What you should do -> Please restate the entries below word for word, leaving out any pictures.

Records provided Block Start

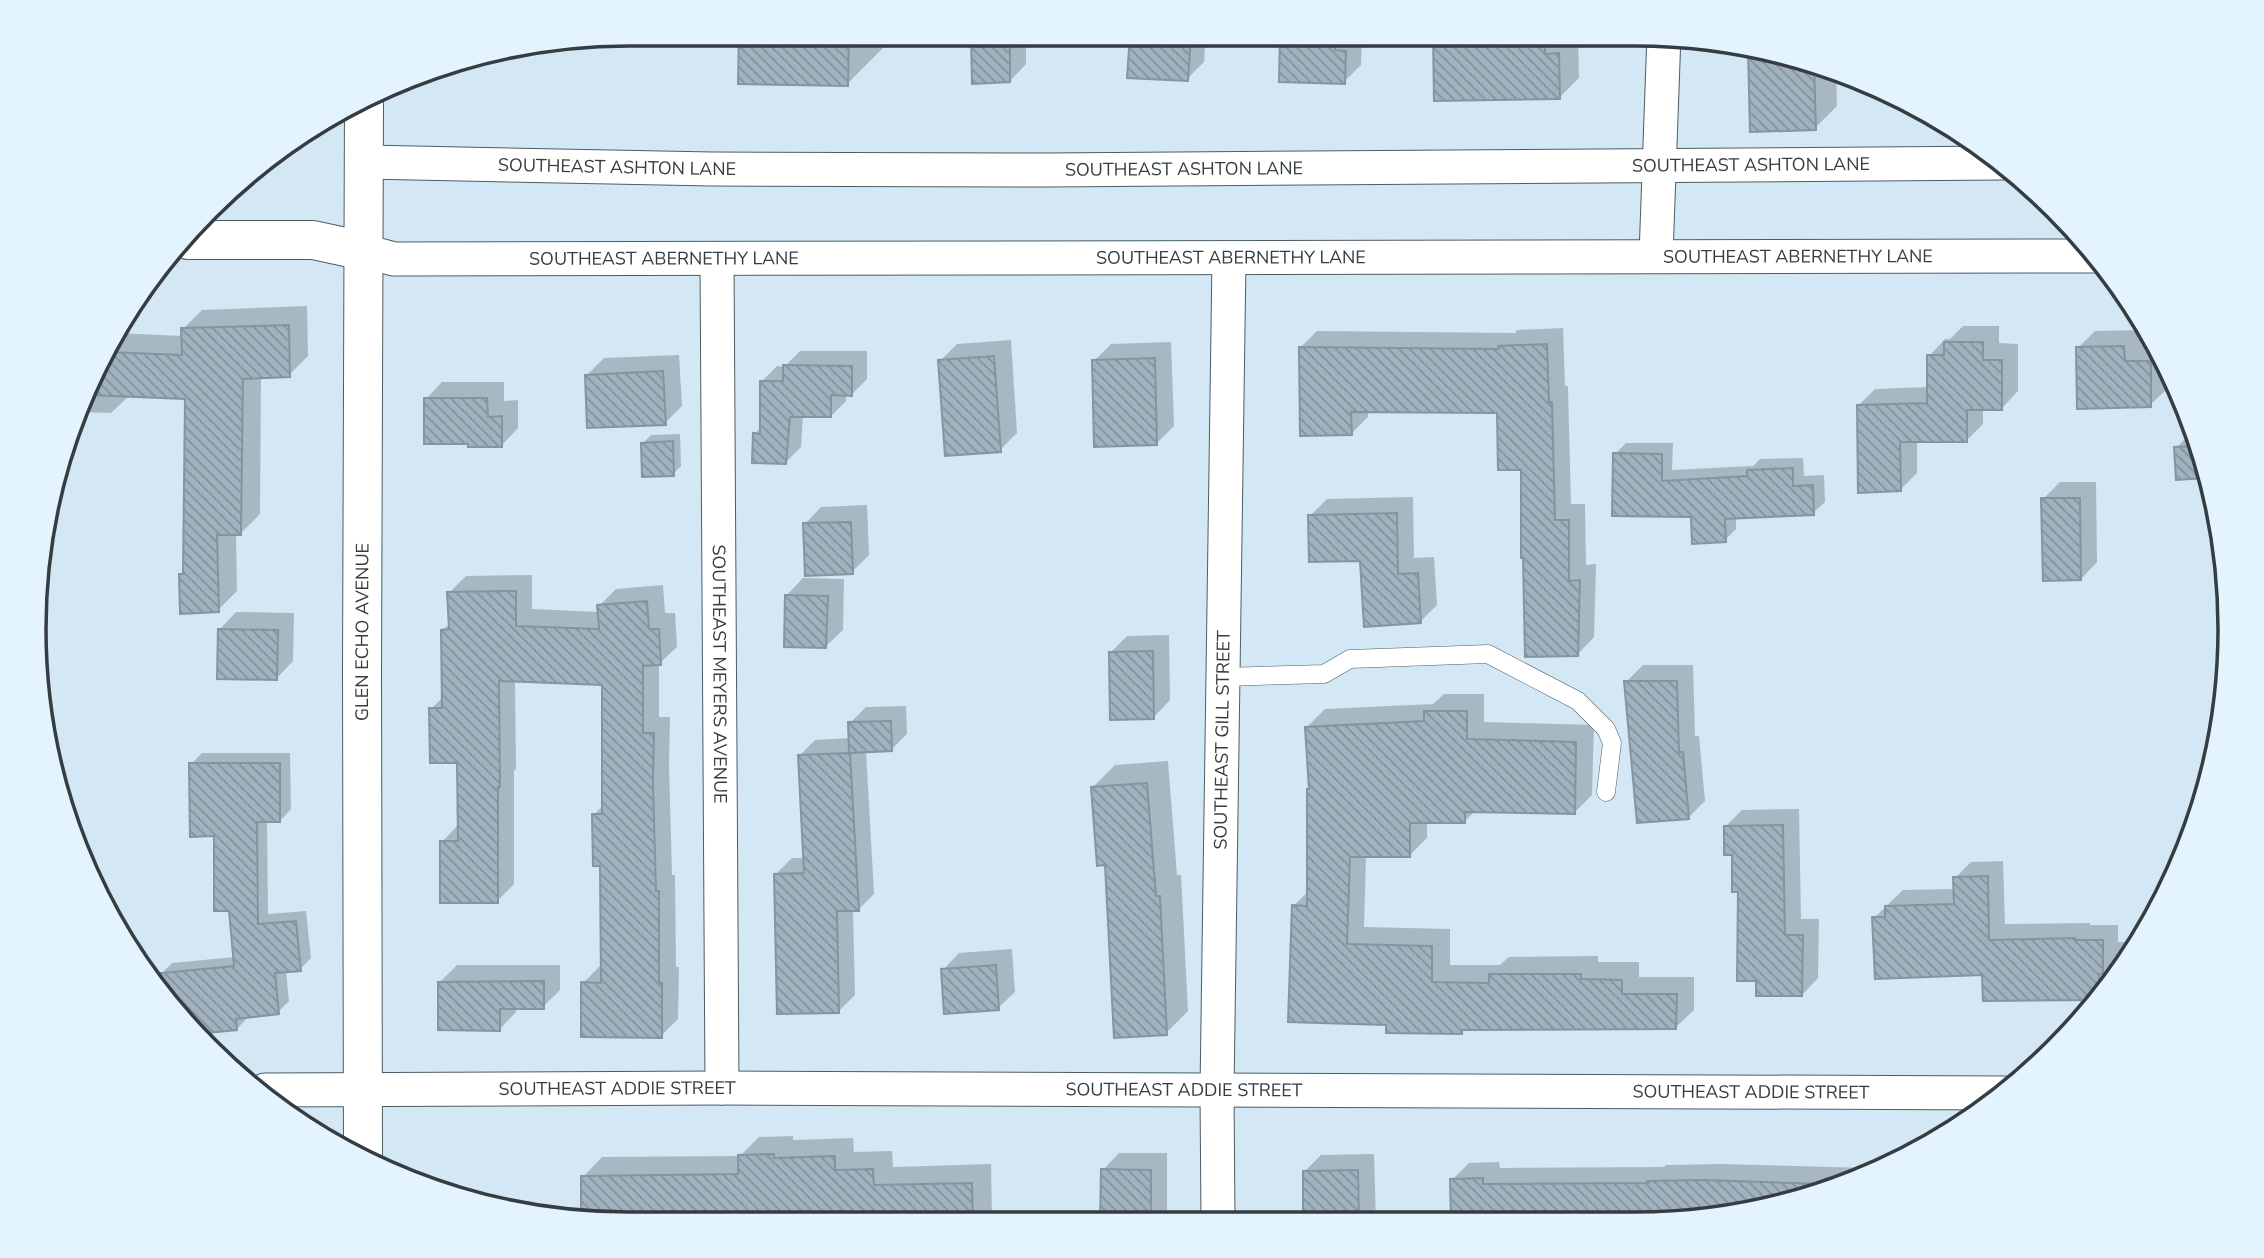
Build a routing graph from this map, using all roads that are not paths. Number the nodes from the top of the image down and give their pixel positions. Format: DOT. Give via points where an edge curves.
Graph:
graph roads {
  1 [pos="1664,47"];
  2 [pos="364,110"];
  3 [pos="365,162"];
  4 [pos="1986,163"];
  5 [pos="1660,165"];
  6 [pos="194,240"];
  7 [pos="364,251"];
  8 [pos="1656,256"];
  9 [pos="2084,256"];
  10 [pos="1229,258"];
  11 [pos="717,259"];
  12 [pos="1223,677"];
  13 [pos="1606,792"];
  14 [pos="722,1088"];
  15 [pos="363,1089"];
  16 [pos="271,1090"];
  17 [pos="1217,1091"];
  18 [pos="1989,1093"];
  19 [pos="363,1148"];
  20 [pos="1217,1212"];
  1 -- 5 [label="street"];
  2 -- 3 [label="street, GLEN ECHO AVENUE"];
  3 -- 5 [label="street, SOUTHEAST ASHTON LANE" via="1021,170"];
  3 -- 7 [label="street, GLEN ECHO AVENUE"];
  4 -- 5 [label="street, SOUTHEAST ASHTON LANE"];
  5 -- 8 [label="street"];
  6 -- 7 [label="street" via="313,240"];
  7 -- 11 [label="street, SOUTHEAST ABERNETHY LANE" via="394,259"];
  7 -- 15 [label="street, GLEN ECHO AVENUE"];
  8 -- 9 [label="street, SOUTHEAST ABERNETHY LANE"];
  8 -- 10 [label="street, SOUTHEAST ABERNETHY LANE"];
  10 -- 11 [label="street, SOUTHEAST ABERNETHY LANE"];
  10 -- 12 [label="street, SOUTHEAST GILL STREET"];
  11 -- 14 [label="street, SOUTHEAST MEYERS AVENUE"];
  12 -- 13 [label="lane" via="1324,674 1350,660 1488,654 1578,701 1606,729 1612,743"];
  12 -- 17 [label="street, SOUTHEAST GILL STREET"];
  14 -- 15 [label="street, SOUTHEAST ADDIE STREET"];
  14 -- 17 [label="street, SOUTHEAST ADDIE STREET"];
  15 -- 16 [label="street, SOUTHEAST ADDIE STREET"];
  15 -- 19 [label="street, GLEN ECHO AVENUE"];
  17 -- 18 [label="street, SOUTHEAST ADDIE STREET"];
  17 -- 20 [label="street, SOUTHEAST GILL STREET"];
}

Records provided Block End

Exercise answer ->
Build a routing graph from this map, using all roads that are not paths. Number the nodes from the top of the image down and give their pixel positions. Format: DOT. Give via points where an edge curves.
Graph:
graph roads {
  1 [pos="1664,47"];
  2 [pos="364,110"];
  3 [pos="365,162"];
  4 [pos="1986,163"];
  5 [pos="1660,165"];
  6 [pos="194,240"];
  7 [pos="364,251"];
  8 [pos="1656,256"];
  9 [pos="2084,256"];
  10 [pos="1229,258"];
  11 [pos="717,259"];
  12 [pos="1223,677"];
  13 [pos="1606,792"];
  14 [pos="722,1088"];
  15 [pos="363,1089"];
  16 [pos="271,1090"];
  17 [pos="1217,1091"];
  18 [pos="1989,1093"];
  19 [pos="363,1148"];
  20 [pos="1217,1212"];
  1 -- 5 [label="street"];
  2 -- 3 [label="street, GLEN ECHO AVENUE"];
  3 -- 5 [label="street, SOUTHEAST ASHTON LANE" via="1021,170"];
  3 -- 7 [label="street, GLEN ECHO AVENUE"];
  4 -- 5 [label="street, SOUTHEAST ASHTON LANE"];
  5 -- 8 [label="street"];
  6 -- 7 [label="street" via="313,240"];
  7 -- 11 [label="street, SOUTHEAST ABERNETHY LANE" via="394,259"];
  7 -- 15 [label="street, GLEN ECHO AVENUE"];
  8 -- 9 [label="street, SOUTHEAST ABERNETHY LANE"];
  8 -- 10 [label="street, SOUTHEAST ABERNETHY LANE"];
  10 -- 11 [label="street, SOUTHEAST ABERNETHY LANE"];
  10 -- 12 [label="street, SOUTHEAST GILL STREET"];
  11 -- 14 [label="street, SOUTHEAST MEYERS AVENUE"];
  12 -- 13 [label="lane" via="1324,674 1350,660 1488,654 1578,701 1606,729 1612,743"];
  12 -- 17 [label="street, SOUTHEAST GILL STREET"];
  14 -- 15 [label="street, SOUTHEAST ADDIE STREET"];
  14 -- 17 [label="street, SOUTHEAST ADDIE STREET"];
  15 -- 16 [label="street, SOUTHEAST ADDIE STREET"];
  15 -- 19 [label="street, GLEN ECHO AVENUE"];
  17 -- 18 [label="street, SOUTHEAST ADDIE STREET"];
  17 -- 20 [label="street, SOUTHEAST GILL STREET"];
}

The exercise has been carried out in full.